* Directions for this task: Wherever a line in the data below holds "Alfareros", copy that line.
BEGIN
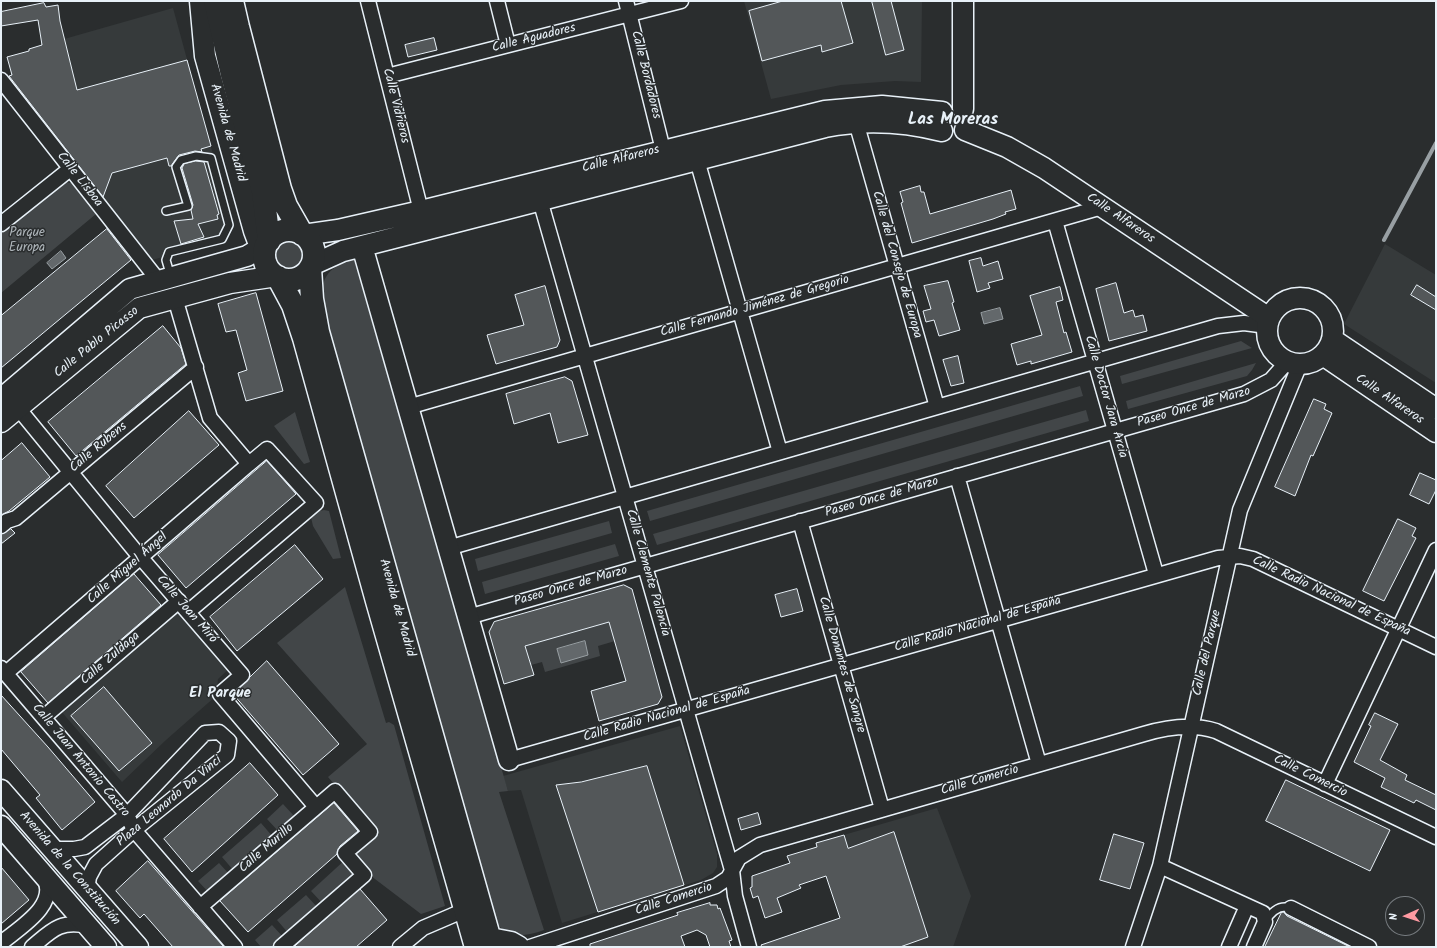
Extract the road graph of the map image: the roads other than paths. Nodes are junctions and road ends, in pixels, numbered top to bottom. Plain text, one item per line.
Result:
1 (200, 1) edge
2 (215, 1) edge
3 (232, 1) edge
4 (368, 1) edge
5 (497, 1) edge
6 (681, 1) edge
7 (950, 1) edge
8 (963, 1) edge
9 (628, 8) edge
10 (508, 45) junction
11 (387, 76) junction
12 (2, 85) edge
13 (949, 114) junction
14 (856, 122) junction
15 (663, 150) junction
16 (697, 160) junction
17 (70, 169) junction
18 (540, 200) junction
19 (1102, 207) junction
20 (166, 211) dead end
21 (421, 211) junction
22 (1055, 220) junction
23 (1, 224) edge
24 (302, 234) junction
25 (362, 246) junction
26 (269, 258) junction
27 (311, 266) junction
28 (896, 266) junction
29 (165, 278) junction
30 (175, 298) junction
31 (740, 311) junction
32 (1268, 322) junction
33 (1328, 347) junction
34 (584, 356) junction
35 (1095, 362) junction
36 (1294, 363) junction
37 (196, 367) junction
38 (9, 403) edge
39 (408, 407) junction
40 (937, 407) junction
41 (1436, 409) edge
42 (1, 422) edge
43 (1115, 431) junction
44 (1436, 432) edge
45 (780, 452) junction
46 (249, 464) junction
47 (71, 473) junction
48 (957, 476) junction
49 (625, 497) junction
50 (316, 503) joint
51 (800, 521) junction
52 (1, 526) edge
53 (448, 548) junction
54 (1436, 550) edge
55 (139, 555) junction
56 (1230, 556) junction
57 (645, 566) junction
58 (1156, 574) junction
59 (184, 606) junction
60 (468, 617) junction
61 (998, 620) junction
62 (1398, 629) junction
63 (1436, 647) edge
64 (841, 665) junction
65 (3, 670) edge
66 (686, 709) junction
67 (44, 717) junction
68 (1191, 726) junction
69 (509, 760) joint
70 (1039, 764) junction
71 (1325, 784) junction
72 (1, 790) edge
73 (316, 807) junction
74 (882, 809) junction
75 (127, 815) junction
76 (1, 826) edge
77 (134, 830) junction
78 (1436, 837) edge
79 (52, 849) junction
80 (1160, 866) junction
81 (732, 870) junction
82 (40, 872) junction
83 (87, 889) junction
84 (1247, 906) junction
85 (200, 907) junction
86 (1291, 908) joint
87 (465, 910) junction
88 (1265, 922) junction
89 (88, 926) junction
90 (1, 943) edge
91 (486, 944) edge
92 (32, 947) edge
93 (106, 947) edge
94 (138, 947) edge
95 (235, 947) edge
96 (281, 947) edge
97 (400, 947) edge
98 (518, 947) edge
99 (530, 947) edge
100 (749, 947) edge
101 (1133, 947) edge
102 (1229, 947) edge
103 (1254, 947) edge
104 (1369, 947) edge

1 - 26 street, Avenida de Madrid
2 - 26 main road, Avenida de Madrid
3 - 24 main road, Avenida de Madrid
4 - 11 street, Calle Vidrieros
5 - 10 street
6 - 9 street, Calle Aguadores
7 - 13 street
8 - 13 street
9 - 10 street, Calle Aguadores
9 - 15 street, Calle Bordadores
10 - 11 street, Calle Aguadores
11 - 21 street, Calle Vidrieros
12 - 17 street, Calle Lisboa
13 - 14 street, Calle Alfareros
13 - 15 street, Calle Alfareros
13 - 19 street, Calle Alfareros
14 - 16 street, Calle Alfareros
14 - 28 street, Calle del Consejo de Europa
15 - 21 street, Calle Alfareros
16 - 18 street, Calle Alfareros
16 - 31 street
17 - 23 street
17 - 29 street, Calle Lisboa
18 - 25 street, Calle Alfareros
18 - 34 street, Calle Clemente Palencia
19 - 22 street, Calle Fernando Jiménez de Gregorio
19 - 32 street, Calle Alfareros
20 - 29 lane
21 - 24 street, Calle Alfareros
22 - 28 street, Calle Fernando Jiménez de Gregorio
22 - 35 street, Calle Doctor Jara Arcia
24 - 26 main road
24 - 27 main road, Avenida de Madrid
25 - 27 street, Calle Alfareros
25 - 39 street
26 - 27 main road
26 - 29 street, Calle Pablo Picasso
26 - 30 street, Calle Pablo Picasso
26 - 87 main road, Avenida de Madrid
27 - 91 main road, Avenida de Madrid
28 - 31 street, Calle Fernando Jiménez de Gregorio
28 - 40 street, Calle del Consejo de Europa
29 - 38 street, Calle Pablo Picasso
30 - 37 street
30 - 38 street, Calle Pablo Picasso
31 - 34 street, Calle Fernando Jiménez de Gregorio
31 - 45 street
32 - 33 street
32 - 35 street
32 - 36 street
33 - 36 street
33 - 41 street, Calle Alfareros
33 - 44 street, Calle Alfareros
34 - 39 street, Calle Fernando Jiménez de Gregorio
34 - 49 street, Calle Clemente Palencia
35 - 40 street
35 - 43 street, Calle Doctor Jara Arcia
36 - 43 street, Paseo Once de Marzo
36 - 56 street, Calle del Parque
37 - 46 street
37 - 47 street, Calle Rubens
38 - 42 street, Calle Pablo Picasso
38 - 47 street, Calle Joan Miró
39 - 53 street
40 - 45 street
43 - 48 street, Paseo Once de Marzo
43 - 58 street, Calle Doctor Jara Arcia
45 - 49 street
46 - 50 street, Calle Miguel Ángel
46 - 55 street, Calle Miguel Ángel
47 - 52 street, Calle Rubens
47 - 55 street, Calle Joan Miró
48 - 51 street, Paseo Once de Marzo
48 - 61 street
49 - 53 street
49 - 57 street, Calle Clemente Palencia
50 - 59 street, Calle Zuldaga
51 - 57 street, Paseo Once de Marzo
51 - 64 street, Calle Donantes de Sangre
53 - 60 street
54 - 62 street
55 - 59 street, Calle Joan Miró
55 - 65 street, Calle Miguel Ángel
56 - 58 street, Calle Radio Nacional de España
56 - 62 street, Calle Radio Nacional de España
56 - 68 street, Calle del Parque
57 - 60 street, Paseo Once de Marzo
57 - 66 street, Calle Clemente Palencia
58 - 61 street, Calle Radio Nacional de España
59 - 67 street, Calle Zuldaga
59 - 73 street, Calle Joan Miró
60 - 69 street
61 - 64 street, Calle Radio Nacional de España
61 - 70 street
62 - 63 street, Calle Radio Nacional de España
62 - 71 street
64 - 66 street, Calle Radio Nacional de España
64 - 74 street, Calle Donantes de Sangre
65 - 67 street, Calle Juan Antonio Castro
66 - 69 street, Calle Radio Nacional de España
66 - 81 street, Calle Clemente Palencia
67 - 75 street, Calle Juan Antonio Castro
68 - 70 street, Calle Comercio
68 - 71 street, Calle Comercio
68 - 80 street, Calle del Parque
70 - 74 street, Calle Comercio
71 - 78 street, Calle Comercio
72 - 79 street, Avenida de la Constitución
73 - 85 street, Calle Murillo
73 - 96 street, Calle Murillo
74 - 81 street, Calle Comercio
75 - 77 street, Calle Juan Antonio Castro
75 - 77 street, Plaza Leonardo Da Vinci
75 - 79 street, Plaza Leonardo Da Vinci
76 - 82 street, Avenida de la Constitución
77 - 83 street, Plaza Leonardo Da Vinci
77 - 85 street, Calle Juan Antonio Castro
79 - 83 street, Avenida de la Constitución
80 - 84 street
80 - 101 street, Calle del Parque
81 - 99 street, Calle Comercio
81 - 100 street, Calle Clemente Palencia
82 - 89 street, Avenida de la Constitución
82 - 90 street
83 - 94 street, Avenida de la Constitución
84 - 88 street
84 - 102 street
85 - 95 street, Calle Juan Antonio Castro
86 - 88 lane
86 - 104 street
87 - 91 main road, Avenida de Madrid
87 - 97 street
88 - 103 street
89 - 92 street
89 - 93 street, Avenida de la Constitución
91 - 98 main road

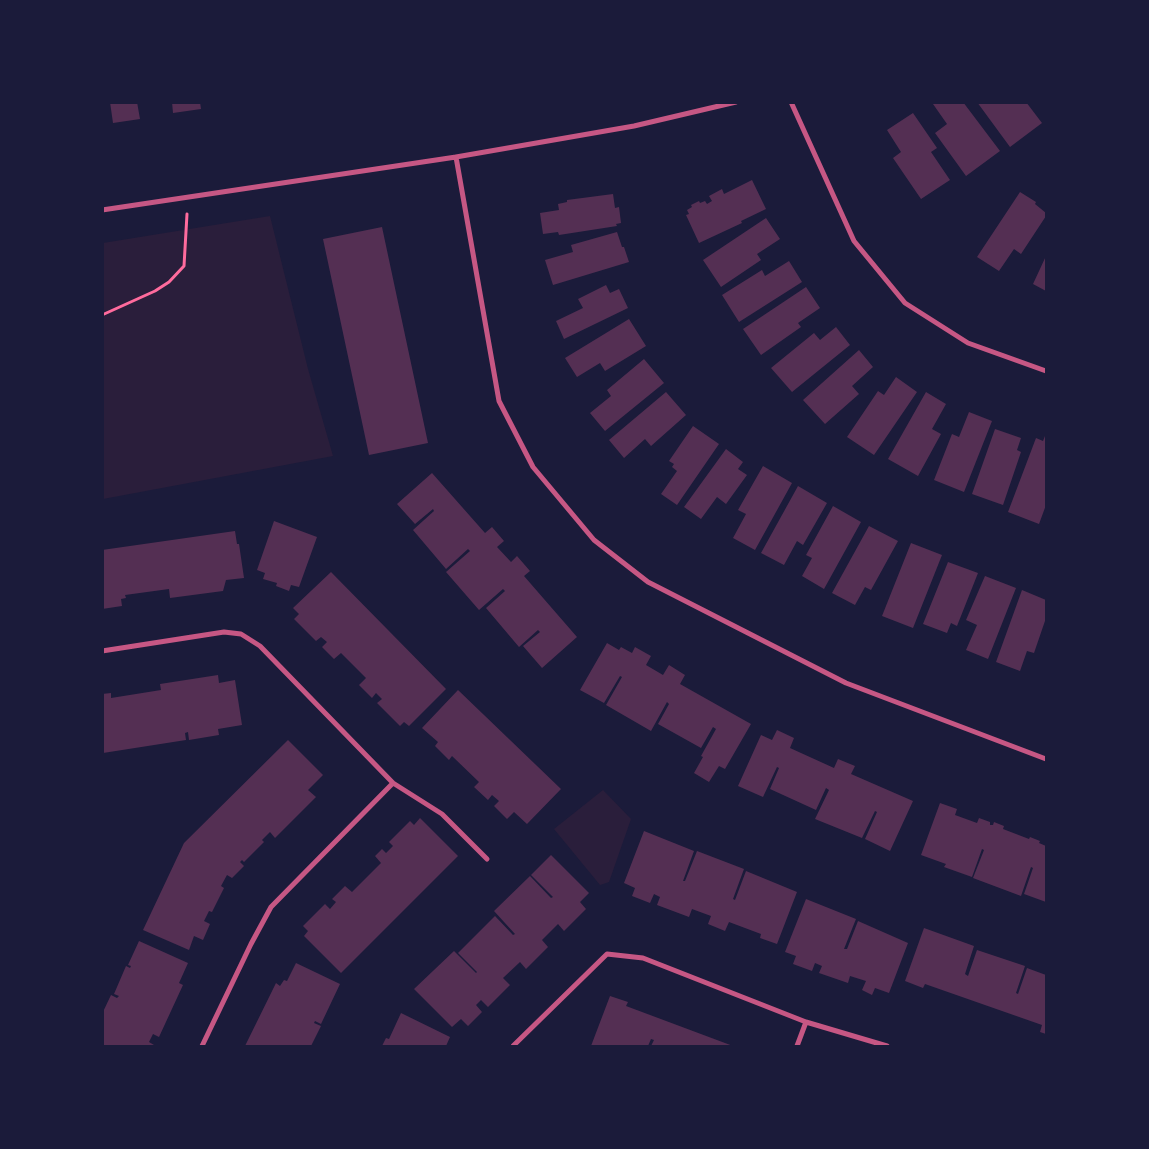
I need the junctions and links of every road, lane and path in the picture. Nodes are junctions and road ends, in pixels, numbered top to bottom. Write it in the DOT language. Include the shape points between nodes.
graph roads {
  1 [pos="736,102"];
  2 [pos="790,102"];
  3 [pos="456,157"];
  4 [pos="188,196"];
  5 [pos="102,210"];
  6 [pos="102,315"];
  7 [pos="1046,371"];
  8 [pos="102,651"];
  9 [pos="1046,759"];
  10 [pos="393,782"];
  11 [pos="487,858"];
  12 [pos="806,1022"];
  13 [pos="202,1046"];
  14 [pos="513,1046"];
  15 [pos="797,1046"];
  16 [pos="887,1046"];
  1 -- 3 [label="street" via="634,126"];
  2 -- 7 [label="street" via="854,242 905,304 968,343"];
  3 -- 4 [label="street"];
  3 -- 9 [label="street" via="499,401 533,468 594,540 648,582 846,683"];
  4 -- 5 [label="street"];
  4 -- 6 [label="path" via="184,266 155,292"];
  8 -- 10 [label="street" via="224,632 241,634 260,646"];
  10 -- 11 [label="street" via="442,814"];
  10 -- 13 [label="street" via="272,907 250,944"];
  12 -- 14 [label="street" via="643,958 607,954"];
  12 -- 15 [label="street"];
  12 -- 16 [label="street"];
}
END
* The answer:
13 - 14 street, Calle Alfareros
13 - 15 street, Calle Alfareros
13 - 19 street, Calle Alfareros
14 - 16 street, Calle Alfareros
15 - 21 street, Calle Alfareros
16 - 18 street, Calle Alfareros
18 - 25 street, Calle Alfareros
19 - 32 street, Calle Alfareros
21 - 24 street, Calle Alfareros
25 - 27 street, Calle Alfareros
33 - 41 street, Calle Alfareros
33 - 44 street, Calle Alfareros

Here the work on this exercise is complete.